**Activity**
Below are the data; count the lines with the string "Uttergatan" in them and give that number only.

**Source material**
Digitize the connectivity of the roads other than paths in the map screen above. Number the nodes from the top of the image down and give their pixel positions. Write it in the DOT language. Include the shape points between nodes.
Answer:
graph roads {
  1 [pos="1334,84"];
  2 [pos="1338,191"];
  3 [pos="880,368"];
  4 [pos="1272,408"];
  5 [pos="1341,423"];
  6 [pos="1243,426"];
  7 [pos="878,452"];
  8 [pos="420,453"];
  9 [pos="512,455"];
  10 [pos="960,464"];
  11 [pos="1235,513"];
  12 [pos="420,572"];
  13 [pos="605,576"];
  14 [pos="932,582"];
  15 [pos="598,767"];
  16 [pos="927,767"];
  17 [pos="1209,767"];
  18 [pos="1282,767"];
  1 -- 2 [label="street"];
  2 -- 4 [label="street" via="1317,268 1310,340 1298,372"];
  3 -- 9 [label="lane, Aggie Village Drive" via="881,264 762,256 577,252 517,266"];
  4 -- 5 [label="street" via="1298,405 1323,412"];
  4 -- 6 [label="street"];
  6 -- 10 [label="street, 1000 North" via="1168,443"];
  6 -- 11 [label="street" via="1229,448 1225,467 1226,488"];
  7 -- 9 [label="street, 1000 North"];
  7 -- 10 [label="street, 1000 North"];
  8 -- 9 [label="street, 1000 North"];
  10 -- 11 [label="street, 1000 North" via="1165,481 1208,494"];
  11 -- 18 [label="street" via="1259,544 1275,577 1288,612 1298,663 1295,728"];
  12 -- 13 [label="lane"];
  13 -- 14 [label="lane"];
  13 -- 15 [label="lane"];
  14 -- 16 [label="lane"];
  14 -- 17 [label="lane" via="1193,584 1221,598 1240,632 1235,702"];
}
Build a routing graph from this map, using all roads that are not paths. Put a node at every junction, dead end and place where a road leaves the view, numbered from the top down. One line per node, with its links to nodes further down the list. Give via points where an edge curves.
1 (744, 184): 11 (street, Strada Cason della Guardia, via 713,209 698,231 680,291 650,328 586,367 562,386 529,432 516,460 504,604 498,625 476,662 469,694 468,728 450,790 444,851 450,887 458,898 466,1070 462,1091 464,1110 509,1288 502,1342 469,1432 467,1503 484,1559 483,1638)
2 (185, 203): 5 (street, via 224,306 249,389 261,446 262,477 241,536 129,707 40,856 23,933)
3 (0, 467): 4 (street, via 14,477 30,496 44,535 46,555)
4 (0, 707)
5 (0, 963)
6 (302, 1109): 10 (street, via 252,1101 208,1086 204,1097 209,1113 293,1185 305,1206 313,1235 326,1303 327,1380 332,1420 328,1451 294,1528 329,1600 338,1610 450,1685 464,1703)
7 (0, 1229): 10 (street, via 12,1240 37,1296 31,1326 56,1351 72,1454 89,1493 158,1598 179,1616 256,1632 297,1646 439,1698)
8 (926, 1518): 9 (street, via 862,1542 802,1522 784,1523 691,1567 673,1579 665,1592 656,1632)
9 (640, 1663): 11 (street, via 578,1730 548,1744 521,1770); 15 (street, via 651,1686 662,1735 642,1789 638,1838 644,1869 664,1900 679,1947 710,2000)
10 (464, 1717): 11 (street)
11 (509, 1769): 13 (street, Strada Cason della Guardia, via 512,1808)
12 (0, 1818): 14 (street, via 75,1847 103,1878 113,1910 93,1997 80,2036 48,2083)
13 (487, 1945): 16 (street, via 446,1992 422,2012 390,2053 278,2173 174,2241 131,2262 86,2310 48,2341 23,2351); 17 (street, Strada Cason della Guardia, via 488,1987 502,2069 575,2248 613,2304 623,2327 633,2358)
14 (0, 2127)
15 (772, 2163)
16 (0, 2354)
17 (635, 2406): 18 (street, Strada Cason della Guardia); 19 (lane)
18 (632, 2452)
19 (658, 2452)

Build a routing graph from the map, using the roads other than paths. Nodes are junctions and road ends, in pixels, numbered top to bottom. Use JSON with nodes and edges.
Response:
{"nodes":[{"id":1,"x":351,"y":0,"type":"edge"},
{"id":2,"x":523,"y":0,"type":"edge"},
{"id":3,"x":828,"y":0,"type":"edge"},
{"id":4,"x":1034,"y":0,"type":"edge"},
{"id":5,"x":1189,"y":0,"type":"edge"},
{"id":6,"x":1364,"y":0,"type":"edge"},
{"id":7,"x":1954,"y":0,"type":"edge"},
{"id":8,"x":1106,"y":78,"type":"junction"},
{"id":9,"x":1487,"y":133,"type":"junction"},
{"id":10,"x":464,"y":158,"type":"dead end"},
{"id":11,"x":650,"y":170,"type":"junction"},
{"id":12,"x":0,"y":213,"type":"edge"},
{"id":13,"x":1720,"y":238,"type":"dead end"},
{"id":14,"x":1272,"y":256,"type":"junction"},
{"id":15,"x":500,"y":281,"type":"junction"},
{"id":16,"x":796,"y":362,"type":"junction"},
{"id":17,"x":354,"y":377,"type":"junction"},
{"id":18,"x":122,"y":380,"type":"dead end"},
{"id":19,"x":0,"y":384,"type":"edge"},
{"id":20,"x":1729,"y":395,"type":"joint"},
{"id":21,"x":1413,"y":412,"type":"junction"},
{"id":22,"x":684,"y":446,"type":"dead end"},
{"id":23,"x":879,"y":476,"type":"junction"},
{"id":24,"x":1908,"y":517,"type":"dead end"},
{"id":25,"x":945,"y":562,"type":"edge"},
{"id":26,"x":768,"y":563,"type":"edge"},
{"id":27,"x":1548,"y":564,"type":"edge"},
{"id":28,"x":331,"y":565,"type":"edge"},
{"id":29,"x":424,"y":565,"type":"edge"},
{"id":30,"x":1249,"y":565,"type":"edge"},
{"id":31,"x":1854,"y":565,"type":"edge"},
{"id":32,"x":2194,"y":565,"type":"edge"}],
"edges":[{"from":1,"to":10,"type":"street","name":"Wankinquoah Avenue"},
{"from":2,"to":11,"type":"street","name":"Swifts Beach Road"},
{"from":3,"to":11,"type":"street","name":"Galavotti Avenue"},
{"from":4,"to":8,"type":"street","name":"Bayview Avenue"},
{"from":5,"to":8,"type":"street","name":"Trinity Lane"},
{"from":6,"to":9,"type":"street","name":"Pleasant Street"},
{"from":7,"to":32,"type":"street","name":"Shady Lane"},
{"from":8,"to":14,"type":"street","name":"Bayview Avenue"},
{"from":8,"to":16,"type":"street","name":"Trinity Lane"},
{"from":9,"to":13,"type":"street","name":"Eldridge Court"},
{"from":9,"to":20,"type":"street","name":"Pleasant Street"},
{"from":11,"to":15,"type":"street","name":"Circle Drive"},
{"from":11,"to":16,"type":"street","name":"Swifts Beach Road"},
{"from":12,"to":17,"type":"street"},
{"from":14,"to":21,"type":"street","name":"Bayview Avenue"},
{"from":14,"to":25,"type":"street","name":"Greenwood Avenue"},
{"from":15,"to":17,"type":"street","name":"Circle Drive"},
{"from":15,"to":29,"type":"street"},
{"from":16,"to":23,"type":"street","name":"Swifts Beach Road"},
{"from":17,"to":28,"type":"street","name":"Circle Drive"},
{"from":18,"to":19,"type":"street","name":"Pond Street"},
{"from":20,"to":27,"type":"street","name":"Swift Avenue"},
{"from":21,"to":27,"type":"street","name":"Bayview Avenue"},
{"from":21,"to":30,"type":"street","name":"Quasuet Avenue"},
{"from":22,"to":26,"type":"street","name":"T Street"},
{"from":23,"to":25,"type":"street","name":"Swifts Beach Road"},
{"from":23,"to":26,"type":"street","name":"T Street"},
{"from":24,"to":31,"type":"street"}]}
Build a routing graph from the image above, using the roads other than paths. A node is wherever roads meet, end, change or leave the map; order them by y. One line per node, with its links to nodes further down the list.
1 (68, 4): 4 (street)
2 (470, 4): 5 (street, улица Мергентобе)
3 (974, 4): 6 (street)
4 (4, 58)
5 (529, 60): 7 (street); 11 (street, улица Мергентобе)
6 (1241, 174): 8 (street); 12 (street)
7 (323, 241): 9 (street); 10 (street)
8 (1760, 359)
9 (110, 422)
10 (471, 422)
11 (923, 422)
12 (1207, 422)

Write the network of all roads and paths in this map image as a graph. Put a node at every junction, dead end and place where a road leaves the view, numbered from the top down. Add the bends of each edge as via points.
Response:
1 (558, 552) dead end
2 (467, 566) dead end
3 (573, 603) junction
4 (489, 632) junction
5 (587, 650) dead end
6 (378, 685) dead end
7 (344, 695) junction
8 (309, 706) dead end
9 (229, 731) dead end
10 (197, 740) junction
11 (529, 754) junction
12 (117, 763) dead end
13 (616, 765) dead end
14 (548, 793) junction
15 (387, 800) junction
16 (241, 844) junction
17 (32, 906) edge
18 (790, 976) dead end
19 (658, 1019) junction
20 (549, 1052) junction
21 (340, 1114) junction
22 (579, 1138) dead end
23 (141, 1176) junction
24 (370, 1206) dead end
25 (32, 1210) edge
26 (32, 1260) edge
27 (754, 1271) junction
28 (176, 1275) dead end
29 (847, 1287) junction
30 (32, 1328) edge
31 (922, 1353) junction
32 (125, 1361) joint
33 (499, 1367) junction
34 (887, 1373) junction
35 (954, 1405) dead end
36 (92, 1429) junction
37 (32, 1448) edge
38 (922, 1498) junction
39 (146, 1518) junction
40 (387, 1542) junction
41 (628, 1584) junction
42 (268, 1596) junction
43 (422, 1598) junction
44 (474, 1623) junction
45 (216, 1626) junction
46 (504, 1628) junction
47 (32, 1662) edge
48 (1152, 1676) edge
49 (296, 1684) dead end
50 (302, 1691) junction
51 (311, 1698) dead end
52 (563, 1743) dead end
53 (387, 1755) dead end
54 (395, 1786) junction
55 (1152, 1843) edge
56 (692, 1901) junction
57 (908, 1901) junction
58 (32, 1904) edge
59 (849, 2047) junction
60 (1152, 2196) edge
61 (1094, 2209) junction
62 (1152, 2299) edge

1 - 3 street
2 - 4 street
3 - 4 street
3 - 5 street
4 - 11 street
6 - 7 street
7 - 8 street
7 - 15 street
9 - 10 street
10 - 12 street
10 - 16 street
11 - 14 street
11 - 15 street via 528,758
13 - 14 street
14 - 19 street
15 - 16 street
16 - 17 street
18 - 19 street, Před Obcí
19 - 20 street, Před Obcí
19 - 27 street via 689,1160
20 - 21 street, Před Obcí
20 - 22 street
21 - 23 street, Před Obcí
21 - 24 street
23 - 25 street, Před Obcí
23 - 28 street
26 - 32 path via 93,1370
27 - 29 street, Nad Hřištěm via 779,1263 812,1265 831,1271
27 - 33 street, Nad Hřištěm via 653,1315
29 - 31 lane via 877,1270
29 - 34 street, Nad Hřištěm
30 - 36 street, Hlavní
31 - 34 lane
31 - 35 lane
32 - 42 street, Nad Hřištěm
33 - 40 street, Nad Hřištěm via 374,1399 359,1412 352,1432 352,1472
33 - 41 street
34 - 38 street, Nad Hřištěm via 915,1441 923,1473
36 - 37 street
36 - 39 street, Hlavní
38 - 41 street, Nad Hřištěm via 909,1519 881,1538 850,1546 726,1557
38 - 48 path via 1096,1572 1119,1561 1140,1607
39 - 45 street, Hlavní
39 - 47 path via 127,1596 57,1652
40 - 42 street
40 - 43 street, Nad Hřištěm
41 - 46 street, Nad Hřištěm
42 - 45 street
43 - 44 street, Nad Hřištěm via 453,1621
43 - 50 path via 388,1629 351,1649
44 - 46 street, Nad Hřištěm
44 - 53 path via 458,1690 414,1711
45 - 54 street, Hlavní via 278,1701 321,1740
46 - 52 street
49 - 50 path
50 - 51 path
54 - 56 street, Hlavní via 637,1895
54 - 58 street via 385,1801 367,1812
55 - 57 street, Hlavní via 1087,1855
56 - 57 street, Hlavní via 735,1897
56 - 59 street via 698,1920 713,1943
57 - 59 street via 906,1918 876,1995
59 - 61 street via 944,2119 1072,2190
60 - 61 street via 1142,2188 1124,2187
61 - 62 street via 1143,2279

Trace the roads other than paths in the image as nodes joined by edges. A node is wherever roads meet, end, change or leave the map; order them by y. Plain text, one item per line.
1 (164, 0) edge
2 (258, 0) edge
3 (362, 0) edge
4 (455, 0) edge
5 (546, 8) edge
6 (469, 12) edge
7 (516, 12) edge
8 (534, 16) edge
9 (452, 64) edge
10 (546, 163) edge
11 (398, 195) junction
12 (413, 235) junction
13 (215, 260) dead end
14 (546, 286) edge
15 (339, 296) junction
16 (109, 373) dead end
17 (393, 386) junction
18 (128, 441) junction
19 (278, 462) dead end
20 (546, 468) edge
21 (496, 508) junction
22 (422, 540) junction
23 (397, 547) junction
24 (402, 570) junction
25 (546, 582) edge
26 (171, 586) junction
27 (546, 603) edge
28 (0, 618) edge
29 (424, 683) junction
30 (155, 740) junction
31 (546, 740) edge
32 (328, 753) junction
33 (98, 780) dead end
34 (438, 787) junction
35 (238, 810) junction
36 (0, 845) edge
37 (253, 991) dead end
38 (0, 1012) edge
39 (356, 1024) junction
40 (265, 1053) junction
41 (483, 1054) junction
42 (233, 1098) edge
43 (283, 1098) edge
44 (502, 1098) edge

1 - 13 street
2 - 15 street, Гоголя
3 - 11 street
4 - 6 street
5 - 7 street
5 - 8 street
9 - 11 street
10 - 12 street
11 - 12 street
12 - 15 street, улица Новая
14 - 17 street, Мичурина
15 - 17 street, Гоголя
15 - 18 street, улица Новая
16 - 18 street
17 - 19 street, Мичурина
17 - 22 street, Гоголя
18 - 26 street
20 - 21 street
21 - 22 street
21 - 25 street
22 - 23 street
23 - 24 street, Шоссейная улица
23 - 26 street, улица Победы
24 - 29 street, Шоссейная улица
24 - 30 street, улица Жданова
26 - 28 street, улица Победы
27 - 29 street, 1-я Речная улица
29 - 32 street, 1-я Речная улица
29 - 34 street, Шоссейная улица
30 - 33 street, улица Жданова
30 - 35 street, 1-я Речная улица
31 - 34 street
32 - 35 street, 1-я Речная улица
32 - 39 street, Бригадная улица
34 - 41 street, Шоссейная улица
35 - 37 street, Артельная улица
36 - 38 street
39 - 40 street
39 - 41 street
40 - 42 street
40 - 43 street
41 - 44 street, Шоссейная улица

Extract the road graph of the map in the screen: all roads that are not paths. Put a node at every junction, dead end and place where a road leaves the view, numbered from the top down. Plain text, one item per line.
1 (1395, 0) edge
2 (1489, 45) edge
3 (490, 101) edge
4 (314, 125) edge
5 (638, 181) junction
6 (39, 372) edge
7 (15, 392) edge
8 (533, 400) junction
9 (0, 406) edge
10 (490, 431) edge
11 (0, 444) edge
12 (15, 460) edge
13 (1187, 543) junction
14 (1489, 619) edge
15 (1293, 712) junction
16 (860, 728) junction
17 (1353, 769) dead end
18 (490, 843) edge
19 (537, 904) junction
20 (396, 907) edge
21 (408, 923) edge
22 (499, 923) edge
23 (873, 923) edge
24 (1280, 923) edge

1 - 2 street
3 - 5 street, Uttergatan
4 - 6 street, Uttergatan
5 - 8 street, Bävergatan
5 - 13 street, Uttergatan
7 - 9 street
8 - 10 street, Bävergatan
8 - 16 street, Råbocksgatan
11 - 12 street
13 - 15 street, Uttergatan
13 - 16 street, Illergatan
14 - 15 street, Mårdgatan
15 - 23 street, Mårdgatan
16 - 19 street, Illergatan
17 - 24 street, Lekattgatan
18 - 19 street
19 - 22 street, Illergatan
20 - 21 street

**Solution below**
4